Present at that meeting were Dr Ariel Henry, Dr Robert Auguste prior chief of staff, Dr Michaud

I had a follow up meeting with Dr Gabriel Thimothee to keep him abreast of the latest development.

- Eric Jerome MD FACP


February 10 2009

I attended an inauguration of the new Medical facility of Bill Pape at Chateaublond, region of Tabarre.

This institute of infectious diseases GHESKIO-IMIS consists of   Warren D Johnson Jr Medical Center and Laboratoire Rodolphe Mérieux. More to be added later on. Dr Warren Johnson from Cornell University was elated to have one part of this complex named after him for his thirty years of working off and on in Haiti.  

Warren D. Johnson, Jr  said. “Thank you GHESKIO and Haiti for this extraordinary honor – and thank you Bill for your generous remarks. When I learned of this honor I was overwhelmed – seeing the medical center today hasn’t decreased that feeling.

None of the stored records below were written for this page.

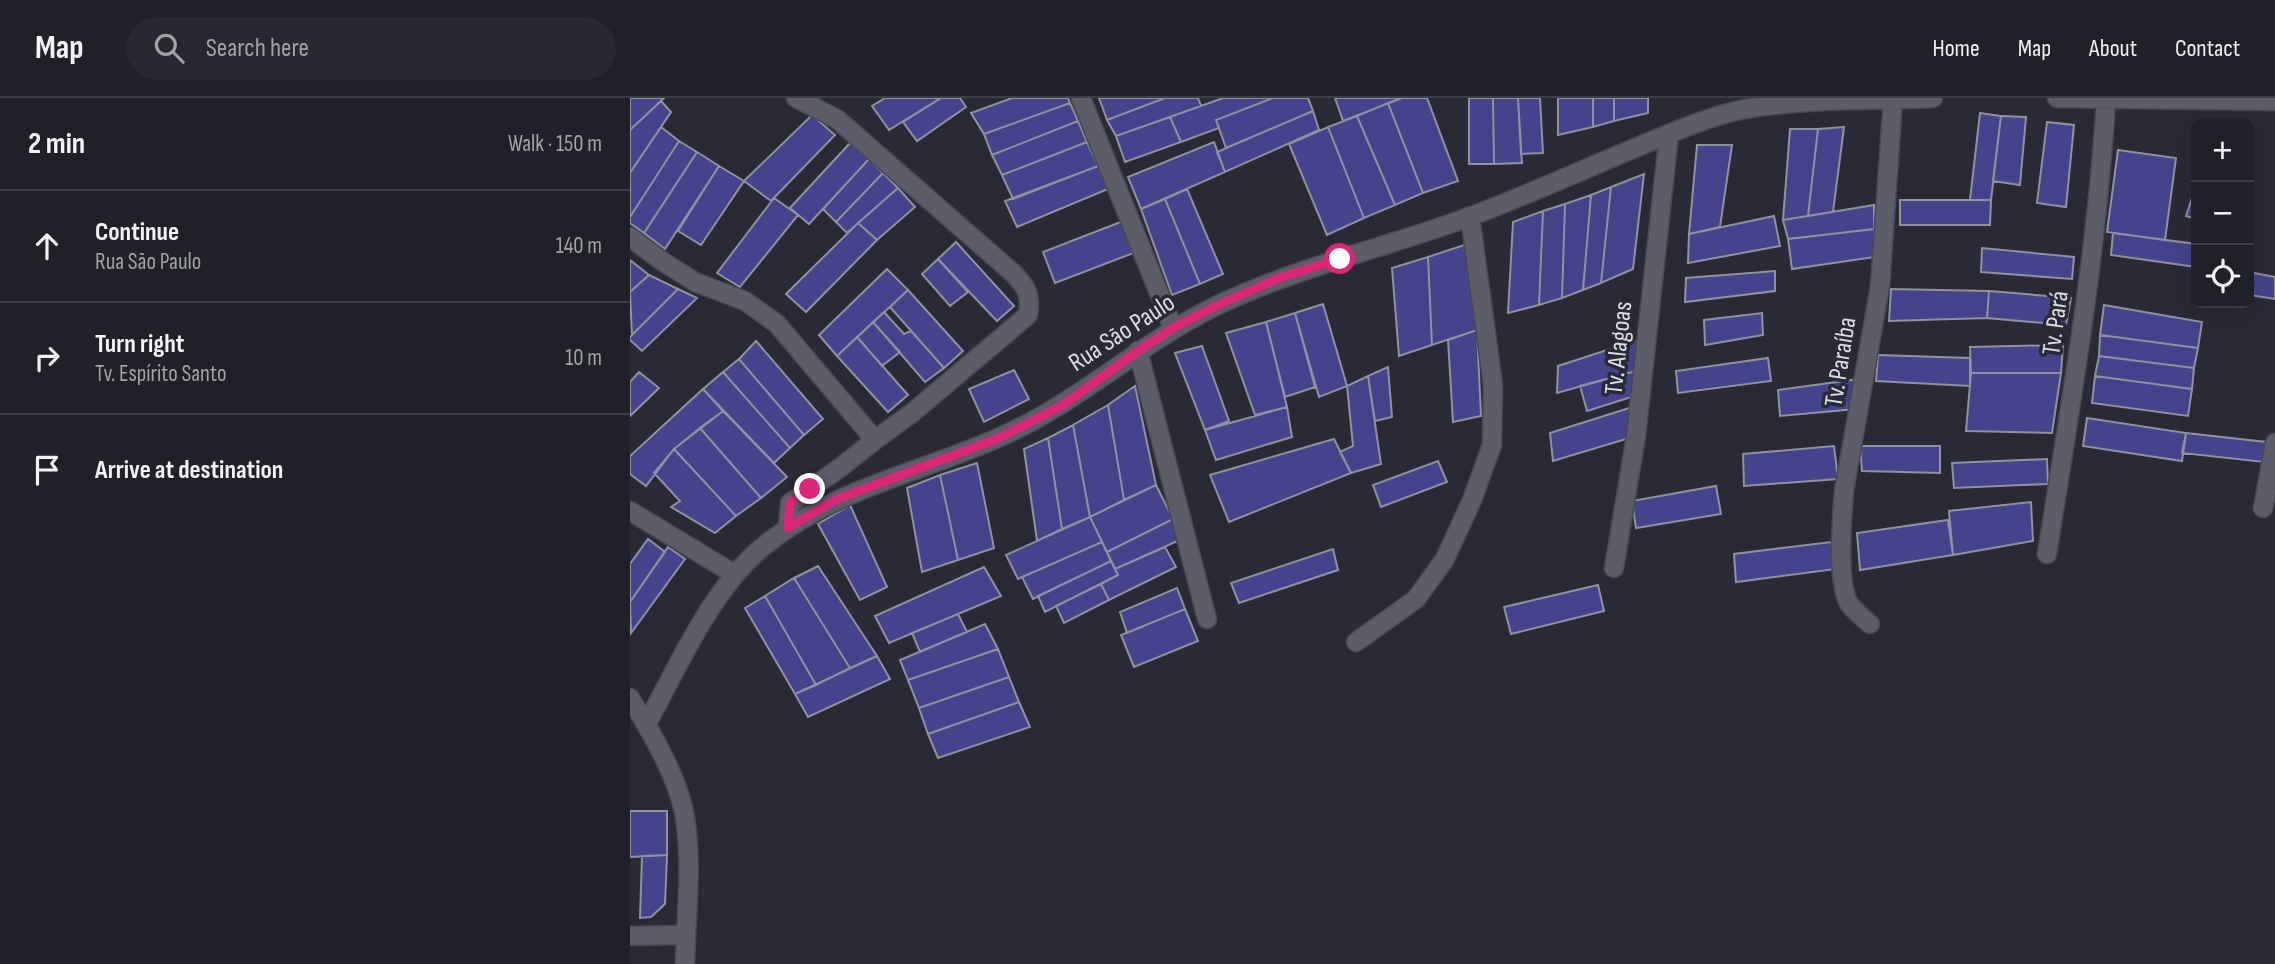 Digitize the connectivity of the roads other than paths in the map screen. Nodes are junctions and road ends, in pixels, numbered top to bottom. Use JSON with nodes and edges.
{"nodes":[{"id":1,"x":796,"y":98,"type":"edge"},
{"id":2,"x":1082,"y":98,"type":"edge"},
{"id":3,"x":1933,"y":98,"type":"edge"},
{"id":4,"x":2057,"y":98,"type":"edge"},
{"id":5,"x":1894,"y":99,"type":"edge"},
{"id":6,"x":2106,"y":99,"type":"edge"},
{"id":7,"x":2275,"y":101,"type":"edge"},
{"id":8,"x":1669,"y":134,"type":"junction"},
{"id":9,"x":1469,"y":216,"type":"junction"},
{"id":10,"x":630,"y":237,"type":"edge"},
{"id":11,"x":1173,"y":328,"type":"junction"},
{"id":12,"x":1138,"y":351,"type":"junction"},
{"id":13,"x":875,"y":440,"type":"junction"},
{"id":14,"x":2275,"y":443,"type":"edge"},
{"id":15,"x":2263,"y":508,"type":"dead end"},
{"id":16,"x":630,"y":510,"type":"edge"},
{"id":17,"x":788,"y":528,"type":"junction"},
{"id":18,"x":2047,"y":554,"type":"dead end"},
{"id":19,"x":1614,"y":568,"type":"dead end"},
{"id":20,"x":734,"y":574,"type":"junction"},
{"id":21,"x":1207,"y":619,"type":"dead end"},
{"id":22,"x":1870,"y":624,"type":"dead end"},
{"id":23,"x":1356,"y":642,"type":"dead end"},
{"id":24,"x":630,"y":698,"type":"edge"},
{"id":25,"x":638,"y":727,"type":"edge"},
{"id":26,"x":686,"y":935,"type":"junction"},
{"id":27,"x":630,"y":936,"type":"edge"},
{"id":28,"x":685,"y":964,"type":"edge"}],
"edges":[{"from":1,"to":13,"type":"street"},
{"from":2,"to":11,"type":"street"},
{"from":3,"to":5,"type":"street","name":"Rua São Paulo"},
{"from":4,"to":6,"type":"street"},
{"from":5,"to":8,"type":"street","name":"Rua São Paulo"},
{"from":5,"to":22,"type":"street","name":"Tv. Paraíba"},
{"from":6,"to":7,"type":"street"},
{"from":6,"to":18,"type":"street","name":"Tv. Pará"},
{"from":8,"to":9,"type":"street","name":"Rua São Paulo"},
{"from":8,"to":19,"type":"street","name":"Tv. Alagoas"},
{"from":9,"to":11,"type":"street","name":"Rua São Paulo"},
{"from":9,"to":23,"type":"street"},
{"from":10,"to":13,"type":"street"},
{"from":11,"to":12,"type":"street","name":"Rua São Paulo"},
{"from":12,"to":17,"type":"street","name":"Rua São Paulo"},
{"from":12,"to":21,"type":"street"},
{"from":13,"to":17,"type":"street"},
{"from":14,"to":15,"type":"street"},
{"from":16,"to":20,"type":"street"},
{"from":17,"to":20,"type":"street","name":"Rua São Paulo"},
{"from":20,"to":25,"type":"street","name":"Rua São Paulo"},
{"from":24,"to":25,"type":"street"},
{"from":25,"to":26,"type":"street"},
{"from":26,"to":27,"type":"street"},
{"from":26,"to":28,"type":"street"}]}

I met Bill Pape when he was a medical student in 1971 – he had a vision – to return to Haiti with his Cornell training and to make a difference – Bill has indeed made a difference.

The GHESKIO team has persevered through adversity – and thrived. We were told many times over the years that it couldn’t be done – let alone be done in Haiti but it was done – often for the first time anywhere, by GHESKIO, in Haiti –
…GHESKIO outgrew its original facilities – but it now has this beautiful new clinical and laboratory complex to continue and expand its work.”

I met a few officials of the USAID and CDC. Dr Anna Lycos was present as well US, France and Canada Ambassadors. Our colleagues Drs Gerald Lerebours, Gabriel Thimothee attended the ceremony. Dr Bill Pape was ecstatic to see a realization of a dream.

Dr Jean William Pape dixit : “ Warren,… you were instrumental in the creation of GHESKIO. You believe strongly that without health poverty cannot be beaten and economic development cannot succeed. Most importantly you stood by us in good times (there were not many) and in bad times. You made us prepare a plan to create the future rather than responding to it. The Warren D. Johnson Jr. Medical Center standing in front of us is creating the future…..

C’est l’occasion pour moi de féliciter nos nombreux cadres et employés qui ont fait leur ce standard et ce label de qualité. Je leur demande encore de repousser les limites du possible pour qu’ensemble nous puissions atteindre le parfait.